# Task statement
The data below should be duplicated in full, unchanged.

# Stored items
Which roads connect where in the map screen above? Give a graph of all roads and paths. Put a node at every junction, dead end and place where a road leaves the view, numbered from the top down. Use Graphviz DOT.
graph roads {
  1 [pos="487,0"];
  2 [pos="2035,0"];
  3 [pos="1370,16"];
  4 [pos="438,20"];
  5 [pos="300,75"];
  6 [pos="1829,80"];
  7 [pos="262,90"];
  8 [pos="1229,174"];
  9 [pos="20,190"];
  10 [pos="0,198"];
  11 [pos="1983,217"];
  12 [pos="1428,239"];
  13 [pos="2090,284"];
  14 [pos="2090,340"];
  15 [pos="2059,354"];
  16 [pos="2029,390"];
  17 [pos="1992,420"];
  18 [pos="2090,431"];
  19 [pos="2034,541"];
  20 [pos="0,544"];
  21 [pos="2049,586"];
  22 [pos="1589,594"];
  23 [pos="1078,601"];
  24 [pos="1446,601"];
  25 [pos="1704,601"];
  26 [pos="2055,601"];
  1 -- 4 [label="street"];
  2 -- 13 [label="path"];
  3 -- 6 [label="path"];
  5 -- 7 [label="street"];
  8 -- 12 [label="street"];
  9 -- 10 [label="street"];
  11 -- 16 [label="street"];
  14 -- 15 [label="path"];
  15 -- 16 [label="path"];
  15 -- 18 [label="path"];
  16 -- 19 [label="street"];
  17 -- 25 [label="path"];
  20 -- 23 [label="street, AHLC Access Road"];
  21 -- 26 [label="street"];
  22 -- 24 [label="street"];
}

# Response box
Which roads connect where in the map screen above? Give a graph of all roads and paths. Put a node at every junction, dead end and place where a road leaves the view, numbered from the top down. Use Graphviz DOT.
graph roads {
  1 [pos="487,0"];
  2 [pos="2035,0"];
  3 [pos="1370,16"];
  4 [pos="438,20"];
  5 [pos="300,75"];
  6 [pos="1829,80"];
  7 [pos="262,90"];
  8 [pos="1229,174"];
  9 [pos="20,190"];
  10 [pos="0,198"];
  11 [pos="1983,217"];
  12 [pos="1428,239"];
  13 [pos="2090,284"];
  14 [pos="2090,340"];
  15 [pos="2059,354"];
  16 [pos="2029,390"];
  17 [pos="1992,420"];
  18 [pos="2090,431"];
  19 [pos="2034,541"];
  20 [pos="0,544"];
  21 [pos="2049,586"];
  22 [pos="1589,594"];
  23 [pos="1078,601"];
  24 [pos="1446,601"];
  25 [pos="1704,601"];
  26 [pos="2055,601"];
  1 -- 4 [label="street"];
  2 -- 13 [label="path"];
  3 -- 6 [label="path"];
  5 -- 7 [label="street"];
  8 -- 12 [label="street"];
  9 -- 10 [label="street"];
  11 -- 16 [label="street"];
  14 -- 15 [label="path"];
  15 -- 16 [label="path"];
  15 -- 18 [label="path"];
  16 -- 19 [label="street"];
  17 -- 25 [label="path"];
  20 -- 23 [label="street, AHLC Access Road"];
  21 -- 26 [label="street"];
  22 -- 24 [label="street"];
}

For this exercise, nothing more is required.